Clinical implications
This meta-ethnography has highlighted the wide-reaching damaging impact that a lack of autism knowledge and understanding among healthcare professionals can have due to the resulting misdiagnosis and the pressure it can place on autistic adults. This is in direct opposition to the values of the UK healthcare system which values ‘improving lives’ (Department of Education, & Department of Health and Social Care, 2021) and to ‘do no harm’ (Welsh Government, 2016). Therefore, it is recommended that the provision of training co-produced with autistic adults to all healthcare professionals across the board who will come into contact with autistic patients is prioritised. The provision of different methods of communication and alternative quiet waiting areas should also be considered.
Limitations
There is still limited research completed on UK-specific experiences, and the studies included covered a range of different settings with a number focused on the diagnostic pathway and mental health services, but with several standing alone as representatives in their field for optometry, dentistry, perinatal and eating disorder services. The majority of the existing studies were focused on the mental health setting, and so results are less transferable to the wider healthcare system. While the themes across the papers were common, suggesting the same issues tend to arise regardless of the setting, further research into the experiences of autistic adults in physical healthcare settings is required.
The studies included in this meta-ethnography cover the experiences of autistic adults living across the United Kingdom, with some specifically focused on parts of England or Wales. It is important to note that NHS England and NHS Wales have different ways of working and therefore although this analysis offers the first focused look at experiences specific to the UK healthcare system, results may not necessarily be generalisable from one health board to another. This meta-synthesis also cannot offer recommendations on the healthcare experiences of autistic children in the United Kingdom, or of those autistic adults’ with co-occurring learning disabilities, and this is an area which may benefit from further research.
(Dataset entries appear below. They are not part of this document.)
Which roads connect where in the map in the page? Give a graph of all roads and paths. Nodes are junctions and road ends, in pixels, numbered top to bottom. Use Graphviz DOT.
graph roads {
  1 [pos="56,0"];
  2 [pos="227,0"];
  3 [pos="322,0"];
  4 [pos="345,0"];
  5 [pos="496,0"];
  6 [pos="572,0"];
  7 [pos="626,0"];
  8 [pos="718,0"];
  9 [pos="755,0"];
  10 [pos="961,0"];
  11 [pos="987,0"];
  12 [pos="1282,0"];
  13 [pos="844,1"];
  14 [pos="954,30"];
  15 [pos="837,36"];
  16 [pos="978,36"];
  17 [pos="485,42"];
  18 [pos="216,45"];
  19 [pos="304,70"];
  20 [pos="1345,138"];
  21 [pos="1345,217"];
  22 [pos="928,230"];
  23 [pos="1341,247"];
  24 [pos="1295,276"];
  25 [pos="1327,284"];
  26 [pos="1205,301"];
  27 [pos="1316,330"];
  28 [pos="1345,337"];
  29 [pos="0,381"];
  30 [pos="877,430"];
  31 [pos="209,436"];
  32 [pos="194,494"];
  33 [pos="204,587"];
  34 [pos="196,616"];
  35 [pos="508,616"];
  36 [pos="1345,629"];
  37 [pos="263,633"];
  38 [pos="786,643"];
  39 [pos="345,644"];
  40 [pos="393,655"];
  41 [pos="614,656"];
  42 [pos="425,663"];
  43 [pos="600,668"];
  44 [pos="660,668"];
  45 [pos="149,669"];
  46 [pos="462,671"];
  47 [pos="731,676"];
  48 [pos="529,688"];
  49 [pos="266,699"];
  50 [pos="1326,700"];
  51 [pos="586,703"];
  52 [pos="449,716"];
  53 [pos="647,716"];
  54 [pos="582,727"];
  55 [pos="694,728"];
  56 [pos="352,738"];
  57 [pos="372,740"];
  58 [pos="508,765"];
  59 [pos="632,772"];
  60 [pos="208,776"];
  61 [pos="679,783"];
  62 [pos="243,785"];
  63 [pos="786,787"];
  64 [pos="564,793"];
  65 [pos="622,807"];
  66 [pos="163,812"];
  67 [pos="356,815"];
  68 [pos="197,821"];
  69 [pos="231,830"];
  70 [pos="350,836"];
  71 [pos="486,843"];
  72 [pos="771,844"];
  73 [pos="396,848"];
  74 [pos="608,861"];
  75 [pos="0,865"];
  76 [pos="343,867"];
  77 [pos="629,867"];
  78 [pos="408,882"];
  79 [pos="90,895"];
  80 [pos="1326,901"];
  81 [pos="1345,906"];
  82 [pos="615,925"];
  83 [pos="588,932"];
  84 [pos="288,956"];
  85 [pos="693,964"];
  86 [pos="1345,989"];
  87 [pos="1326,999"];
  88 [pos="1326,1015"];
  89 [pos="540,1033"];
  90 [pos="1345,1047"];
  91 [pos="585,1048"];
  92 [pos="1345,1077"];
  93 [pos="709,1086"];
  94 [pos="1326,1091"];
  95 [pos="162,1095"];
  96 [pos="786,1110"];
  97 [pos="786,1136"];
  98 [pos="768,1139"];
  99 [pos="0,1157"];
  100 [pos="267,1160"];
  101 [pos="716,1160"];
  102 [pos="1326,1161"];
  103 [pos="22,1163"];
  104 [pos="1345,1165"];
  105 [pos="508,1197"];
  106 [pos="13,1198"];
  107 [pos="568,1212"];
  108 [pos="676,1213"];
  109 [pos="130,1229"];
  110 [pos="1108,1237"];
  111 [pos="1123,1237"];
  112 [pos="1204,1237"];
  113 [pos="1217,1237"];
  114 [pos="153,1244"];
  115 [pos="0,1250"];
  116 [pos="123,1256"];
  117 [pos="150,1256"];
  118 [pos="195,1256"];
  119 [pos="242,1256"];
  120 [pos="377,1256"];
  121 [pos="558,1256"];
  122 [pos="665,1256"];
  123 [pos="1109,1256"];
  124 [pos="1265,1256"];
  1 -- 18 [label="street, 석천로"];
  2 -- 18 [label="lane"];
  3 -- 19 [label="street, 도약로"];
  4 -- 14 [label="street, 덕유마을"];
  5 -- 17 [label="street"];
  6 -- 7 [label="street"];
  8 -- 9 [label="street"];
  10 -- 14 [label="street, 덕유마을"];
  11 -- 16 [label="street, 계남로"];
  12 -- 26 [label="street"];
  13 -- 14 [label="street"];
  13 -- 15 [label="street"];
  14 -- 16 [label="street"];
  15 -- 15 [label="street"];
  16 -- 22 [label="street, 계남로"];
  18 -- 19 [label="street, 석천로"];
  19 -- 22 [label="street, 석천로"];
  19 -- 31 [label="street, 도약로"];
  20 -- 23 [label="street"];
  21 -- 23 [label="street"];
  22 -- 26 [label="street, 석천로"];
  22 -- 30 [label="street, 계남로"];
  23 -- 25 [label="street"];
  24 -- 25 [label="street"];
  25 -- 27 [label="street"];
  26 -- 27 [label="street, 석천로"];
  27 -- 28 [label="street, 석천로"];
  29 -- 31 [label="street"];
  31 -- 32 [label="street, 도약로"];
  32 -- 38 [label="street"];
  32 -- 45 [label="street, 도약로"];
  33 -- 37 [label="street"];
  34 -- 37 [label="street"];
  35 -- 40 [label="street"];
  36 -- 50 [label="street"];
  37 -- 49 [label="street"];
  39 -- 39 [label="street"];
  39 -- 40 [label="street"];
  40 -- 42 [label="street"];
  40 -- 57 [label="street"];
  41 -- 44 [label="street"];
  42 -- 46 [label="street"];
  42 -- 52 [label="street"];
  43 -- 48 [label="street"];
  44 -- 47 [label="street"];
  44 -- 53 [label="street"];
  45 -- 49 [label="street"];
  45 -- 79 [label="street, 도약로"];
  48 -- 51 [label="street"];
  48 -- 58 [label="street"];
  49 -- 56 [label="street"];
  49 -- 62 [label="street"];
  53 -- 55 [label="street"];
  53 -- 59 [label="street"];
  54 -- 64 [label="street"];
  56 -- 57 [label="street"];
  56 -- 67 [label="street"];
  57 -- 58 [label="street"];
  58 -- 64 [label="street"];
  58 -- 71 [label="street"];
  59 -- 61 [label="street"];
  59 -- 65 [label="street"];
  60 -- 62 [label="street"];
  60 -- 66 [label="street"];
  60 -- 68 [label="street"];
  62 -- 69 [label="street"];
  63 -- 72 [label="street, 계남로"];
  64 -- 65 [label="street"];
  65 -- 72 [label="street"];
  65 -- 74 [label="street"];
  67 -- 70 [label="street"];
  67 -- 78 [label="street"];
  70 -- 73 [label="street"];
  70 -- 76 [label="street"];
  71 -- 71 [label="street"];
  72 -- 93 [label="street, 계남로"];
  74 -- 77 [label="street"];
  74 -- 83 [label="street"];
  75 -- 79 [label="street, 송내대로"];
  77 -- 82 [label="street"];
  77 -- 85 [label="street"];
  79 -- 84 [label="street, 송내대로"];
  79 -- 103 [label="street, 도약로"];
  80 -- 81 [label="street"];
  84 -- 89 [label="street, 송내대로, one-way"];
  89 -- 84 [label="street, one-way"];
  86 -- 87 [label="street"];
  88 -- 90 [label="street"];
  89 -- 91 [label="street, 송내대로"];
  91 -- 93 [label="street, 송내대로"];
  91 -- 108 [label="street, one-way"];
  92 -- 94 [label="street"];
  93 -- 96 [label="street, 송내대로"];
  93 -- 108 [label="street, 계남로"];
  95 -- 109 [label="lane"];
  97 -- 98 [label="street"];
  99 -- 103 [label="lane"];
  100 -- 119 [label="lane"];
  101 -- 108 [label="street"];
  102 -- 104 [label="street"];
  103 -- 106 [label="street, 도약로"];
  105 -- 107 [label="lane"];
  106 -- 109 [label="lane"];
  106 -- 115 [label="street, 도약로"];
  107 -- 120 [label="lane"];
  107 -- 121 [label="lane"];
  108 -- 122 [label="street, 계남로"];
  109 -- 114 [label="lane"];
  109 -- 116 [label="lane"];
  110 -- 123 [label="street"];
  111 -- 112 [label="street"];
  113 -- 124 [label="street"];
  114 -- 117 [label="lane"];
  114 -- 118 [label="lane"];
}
A further limitation of this article is that while one of the lead authors is an autistic adult, it would have been beneficial to have more involvement of another autistic adult in the design and interpretation of findings.
Conclusion
This meta-ethnography highlights difficulties experienced by autistic adults without a co-occurring learning disability in the United Kingdom when accessing healthcare services. This review offers new insights into the wide-reaching damaging impact that a lack of autism knowledge and understanding among healthcare professionals can have on well-being. Such damage occurs in the context of misdiagnosis, inadequate or inappropriate treatment, overwhelming environments and inaccessible systems. This can be addressed through more comprehensive and widely delivered training co-produced with autistic service users, alongside bespoke and person-centred adaptations.
Footnotes
Declaration of conflicting interests
The author(s) declared no potential conflicts of interest with respect to the research, authorship and/or publication of this article.
Funding
The author(s) received no financial support for the research, authorship and/or publication of this article.